Let $f:\mathbb{R}^n\rightarrow\mathbb{R}$ be a continuous function. Show that $\phi:[0,+\infty)\rightarrow\mathbb{R}$ defined as $\phi(r)=\sup_{||x||=r}\{f(x)\}$ is continuous. I'm aware of $f\colon \mathbb{R}^n \rightarrow \mathbb{R}$ continuous, $\phi (r) = \sup_{|x| =r} f(x)$ is continuous, but I would like a different proof, and besides I believe the first answer has a mistake and the second is incomplete.

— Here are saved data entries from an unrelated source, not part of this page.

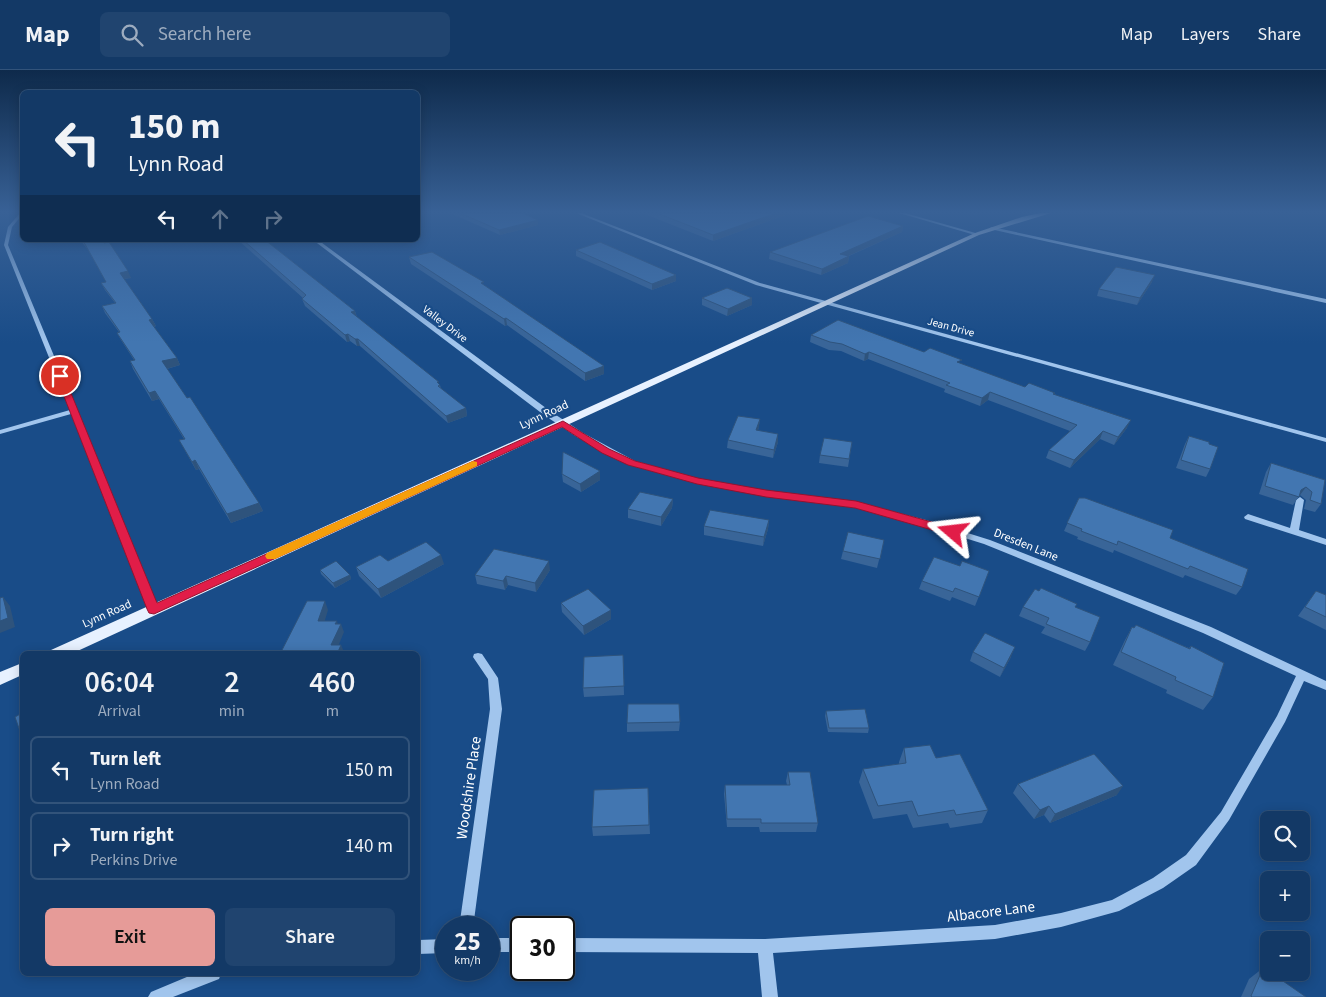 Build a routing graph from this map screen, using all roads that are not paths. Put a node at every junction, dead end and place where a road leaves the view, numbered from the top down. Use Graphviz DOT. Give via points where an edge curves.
graph roads {
  1 [pos="8,256"];
  2 [pos="337,256"];
  3 [pos="688,256"];
  4 [pos="928,256"];
  5 [pos="1121,256"];
  6 [pos="1326,301"];
  7 [pos="824,303"];
  8 [pos="74,411"];
  9 [pos="563,423"];
  10 [pos="0,432"];
  11 [pos="1326,440"];
  12 [pos="1300,500"];
  13 [pos="1248,517"];
  14 [pos="1294,532"];
  15 [pos="1326,542"];
  16 [pos="154,609"];
  17 [pos="63,651"];
  18 [pos="478,657"];
  19 [pos="20,670"];
  20 [pos="1302,674"];
  21 [pos="0,679"];
  22 [pos="1326,686"];
  23 [pos="468,916"];
  24 [pos="435,946"];
  25 [pos="575,946"];
  26 [pos="765,946"];
  27 [pos="420,947"];
  28 [pos="208,976"];
  29 [pos="156,997"];
  30 [pos="770,997"];
  1 -- 8 [label="street"];
  2 -- 9 [label="street, Valley Drive"];
  3 -- 7 [label="street, Jean Drive" via="758,284"];
  4 -- 7 [label="main road, Lynn Road"];
  5 -- 6 [label="street"];
  7 -- 9 [label="main road, Lynn Road"];
  7 -- 11 [label="street, Jean Drive"];
  8 -- 10 [label="street"];
  8 -- 16 [label="street"];
  9 -- 16 [label="main road, Lynn Road"];
  9 -- 20 [label="street, Dresden Lane" via="605,451 641,466 766,494 856,505 987,542 1207,630"];
  12 -- 14 [label="street"];
  13 -- 14 [label="street"];
  14 -- 15 [label="street"];
  16 -- 17 [label="main road, Lynn Road"];
  18 -- 23 [label="street, Woodshire Place" via="493,678 496,710"];
  19 -- 21 [label="main road"];
  20 -- 22 [label="street, Dresden Lane"];
  20 -- 26 [label="street, Albacore Lane" via="1281,719 1225,816 1191,860 1158,883 1114,906 995,932"];
  24 -- 27 [label="street"];
  25 -- 26 [label="street, Albacore Lane"];
  26 -- 30 [label="street"];
  28 -- 29 [label="street"];
}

My attempt: By compactness of $\{||x||=r\}$, $\phi$ is clearly well defined. Let $r\in (0,+\infty),\,\epsilon>0$.
Then there exists $x_r\in \mathbb{R},||x_r||=r, \phi(r)=\sup_{||x||=r}\{f(x)\}=f(x_r)$. So there exists $\delta_0>0$ such that $|f(x_r)-f(x)|<\epsilon$. Now, if we take $\delta = \delta_0$, then for $\forall l, |l-r|<\delta$, let $x_l$ be such that $\phi(l)=f(x_l)$ and take $x = \frac{l}{r}x_r$. Then clearly $||x-x_r|| = |l-r|<\delta_0$, so $|f(x_r)-f(x)|<\epsilon$.
Assume $f(x_r)\geq f(x_l)$. Then $f(x_r)\geq f(x_l)\geq f(x)$, so $|f(x_r)-f(x_l)|<\epsilon$
My problem is if $f(x_r)< f(x_l)$, any tips?